## Your assignment
A word-for-word transcription of the listing is all that is needed.
***
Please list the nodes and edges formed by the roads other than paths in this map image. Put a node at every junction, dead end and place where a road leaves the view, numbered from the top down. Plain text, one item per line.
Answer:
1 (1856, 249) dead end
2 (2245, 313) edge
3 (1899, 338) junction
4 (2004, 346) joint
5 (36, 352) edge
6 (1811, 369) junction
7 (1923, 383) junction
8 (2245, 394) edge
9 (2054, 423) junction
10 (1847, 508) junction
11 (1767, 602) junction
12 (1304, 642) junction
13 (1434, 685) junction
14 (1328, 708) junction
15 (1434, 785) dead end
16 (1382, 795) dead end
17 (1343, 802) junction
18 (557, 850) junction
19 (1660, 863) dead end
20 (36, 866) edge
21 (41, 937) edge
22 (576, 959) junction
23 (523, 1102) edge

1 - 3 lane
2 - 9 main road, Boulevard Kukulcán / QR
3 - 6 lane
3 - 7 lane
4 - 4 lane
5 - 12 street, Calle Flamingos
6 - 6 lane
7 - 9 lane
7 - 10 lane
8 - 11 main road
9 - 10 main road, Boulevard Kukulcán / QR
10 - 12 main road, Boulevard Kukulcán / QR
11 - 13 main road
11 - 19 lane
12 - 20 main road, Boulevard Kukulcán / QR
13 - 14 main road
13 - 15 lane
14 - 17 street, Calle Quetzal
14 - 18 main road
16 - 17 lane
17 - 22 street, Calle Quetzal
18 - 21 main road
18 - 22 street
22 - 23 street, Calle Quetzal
***
## Expected answer
Please list the nodes and edges formed by the roads other than paths in this map image. Put a node at every junction, dead end and place where a road leaves the view, numbered from the top down. Plain text, one item per line.
Answer:
1 (1856, 249) dead end
2 (2245, 313) edge
3 (1899, 338) junction
4 (2004, 346) joint
5 (36, 352) edge
6 (1811, 369) junction
7 (1923, 383) junction
8 (2245, 394) edge
9 (2054, 423) junction
10 (1847, 508) junction
11 (1767, 602) junction
12 (1304, 642) junction
13 (1434, 685) junction
14 (1328, 708) junction
15 (1434, 785) dead end
16 (1382, 795) dead end
17 (1343, 802) junction
18 (557, 850) junction
19 (1660, 863) dead end
20 (36, 866) edge
21 (41, 937) edge
22 (576, 959) junction
23 (523, 1102) edge

1 - 3 lane
2 - 9 main road, Boulevard Kukulcán / QR
3 - 6 lane
3 - 7 lane
4 - 4 lane
5 - 12 street, Calle Flamingos
6 - 6 lane
7 - 9 lane
7 - 10 lane
8 - 11 main road
9 - 10 main road, Boulevard Kukulcán / QR
10 - 12 main road, Boulevard Kukulcán / QR
11 - 13 main road
11 - 19 lane
12 - 20 main road, Boulevard Kukulcán / QR
13 - 14 main road
13 - 15 lane
14 - 17 street, Calle Quetzal
14 - 18 main road
16 - 17 lane
17 - 22 street, Calle Quetzal
18 - 21 main road
18 - 22 street
22 - 23 street, Calle Quetzal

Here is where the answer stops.